The question for traders today
Is what will the ECB say
The pace of growth’s slowing
Which just might be throwing
Cold water on Draghi’s leeway
The lack of inflation remains
The feature that Draghi disdains
Perhaps he’ll enlighten
Us on when he’ll tighten
And if so let’s hope he explains
Is this the meeting where Signor Draghi explains the ECB’s next steps? As recently as a month ago, the consensus view was yes. However, four consecutive months of data showing that growth in the Eurozone was slowing has forced a rethink on the subject. Now, expectations are for the ECB to describe the gradual normalization of monetary policy at the June meeting, when they update their macroeconomic forecasts and there are a number of analysts who think it may not be until July. In other words, despite the brave face put on by Draghi and his lieutenants lately when asked about slowing growth, the market is looking at the data and concluding that patience is the watchword. And I agree with them. There is no reason for the ECB to rush to judgment given the recent data mix. After all, they have already promised to keep things steady through at least September. If they wait until July before deciding what to do, the market still has plenty of time to adjust its views.
In fairness, the last thing Draghi wants is to upset the current market mix. He must be especially happy at the euro’s behavior, having fallen a further 2% since they last met in early March. Given the evolution of the market’s expectations, it seems the risk of a hawkish surprise is far greater than that of a dovish surprise, with the result being a euro rebound. Remember, trade is a much bigger issue for the Eurozone, representing 44% of the total economy, than it is for the US, where it is just 12%. So a strong euro has a bigger negative impact on Europe than a strong dollar has on the US. In the end, I expect virtually no change in the statement and for Draghi to come across as dovish at the press conference later.

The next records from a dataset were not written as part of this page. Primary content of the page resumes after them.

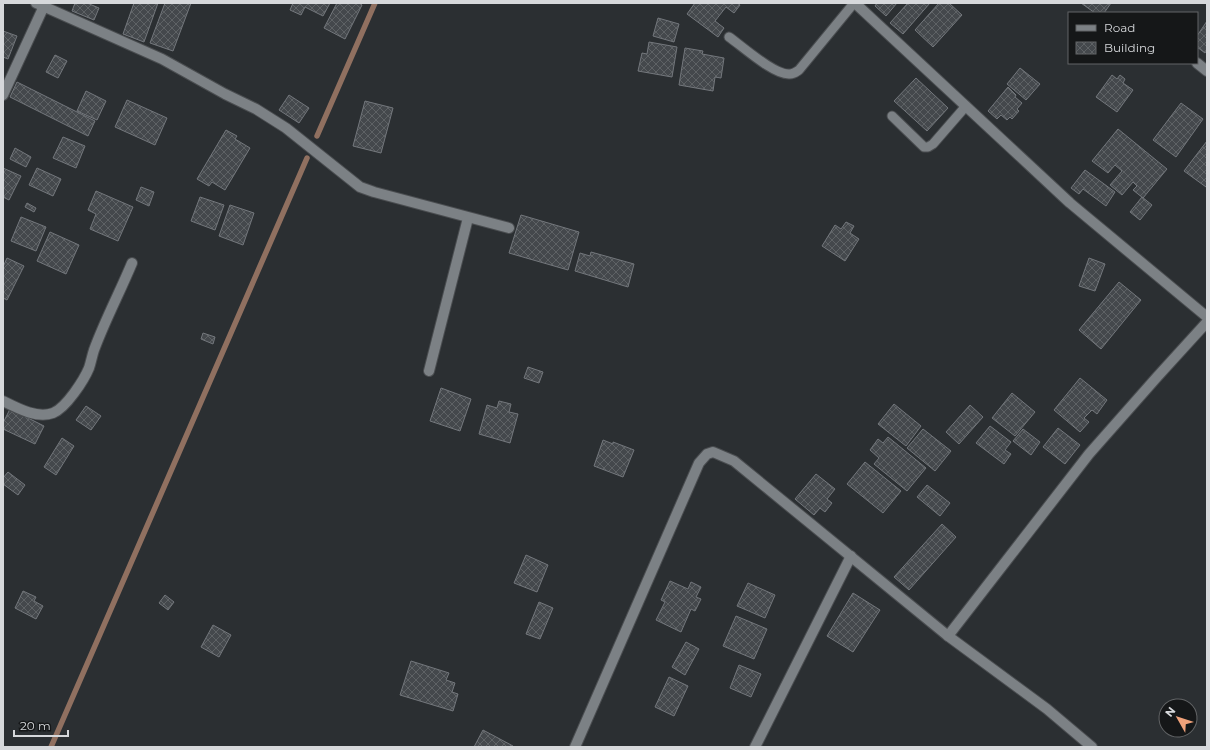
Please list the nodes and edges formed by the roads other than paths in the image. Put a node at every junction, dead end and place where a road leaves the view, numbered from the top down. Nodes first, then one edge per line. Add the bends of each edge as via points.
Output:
1 (854, 3) edge
2 (40, 4) edge
3 (729, 37) dead end
4 (1198, 63) edge
5 (1207, 71) edge
6 (3, 95) edge
7 (966, 106) junction
8 (892, 116) dead end
9 (468, 218) junction
10 (509, 228) dead end
11 (132, 262) dead end
12 (1207, 316) edge
13 (1207, 322) edge
14 (429, 371) dead end
15 (3, 401) edge
16 (851, 556) junction
17 (948, 636) junction
18 (575, 747) edge
19 (755, 747) edge
20 (1092, 747) edge

1 - 3 lane via 794,73 782,73 767,65
1 - 7 street
2 - 6 street
2 - 9 street via 162,59 256,109 286,128 360,187
4 - 5 street
7 - 8 lane via 928,147 924,147
7 - 12 street via 1070,203
9 - 10 street
9 - 14 street
11 - 15 street via 94,350 89,368 72,396 61,408 53,413 34,413
13 - 17 street via 1089,454
16 - 17 street
16 - 18 street via 734,461 713,452 708,454 699,463
16 - 19 street
17 - 20 street via 1046,709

In the meantime, the market has done very little while awaiting the news. The dollar, which has been on a roll for the last week has ebbed slightly, a move that seems more like modest position adjustments ahead of the ECB meeting than anything else. Perhaps the biggest news was that Sweden’s Riskbank adjusted their forward guidance by saying they don’t see tightening until “towards the end of the year,” rather than in the “second half of this year” as had been their previous view. While these may sound similar on the surface, the meaning to the markets was clear and the SEK immediately fell a further 0.4% vs. the euro, although given the euro’s modest rebound vs. the dollar this morning, it is only weaker by 0.2% vs. the dollar. The point is that the ongoing combination of slowing growth and missing inflation is creating an environment in which it is very difficult for central banks to maintain their policy normalization drive. The risk they fear is that the slowdown is more persistent after they start tightening and they are forced to reverse course quickly. We have seen this in the past and it is a huge blow to their credibility when it occurs.
There is one central bank, however, which does not have that problem, the Fed. While the growth story in the US may have stabilized for now (we’ll know more after tomorrow’s GDP report), rather than continuing to accelerate, there is no ambiguity that inflation is accelerating in the US. In fact, on Friday, a little watched statistic, the Employment Cost Index, is getting a lot more press than normal. This is a quarterly measure of wages and had grown at a 2.6% annual pace when last reported in January. Any uptick there would be quickly noted by the market and would likely be seen as a harbinger of even tighter Fed policy. After all, wage growth is what they are waiting for, so if it starts to show up, they will react. And next week we have a very important data week, with Core PCE, the FOMC meeting and payrolls, so there is plenty to look forward to.
But today is really all about the ECB. We do get US data this morning, starting with the weekly Initial Claims data (exp 230K), but then Durable Goods (1.7%, ex-transport 0.5%) and the Goods Trade Balance (-$74.8B), which, by definition, excludes services. Certainly Durable Goods will be closely watched, but given it is released concurrent with the beginning of the ECB press conference, it would need to be a remarkable print in either direction for traders to react. So all told, today is likely to be dominated by the ECB.
A couple of things to keep in mind are that the 10-year yield remains above 3.0%, albeit barely so, but will continue to draw investment, especially given the dollar’s recent rebound. Fears of an ever-weakening dollar seem to have abated for now. Also, earnings season continues and the equity market has been displaying significant volatility and some counterintuitive moves after releases, so that volatility could well spill over at some point. But in the end, today is Mario’s day.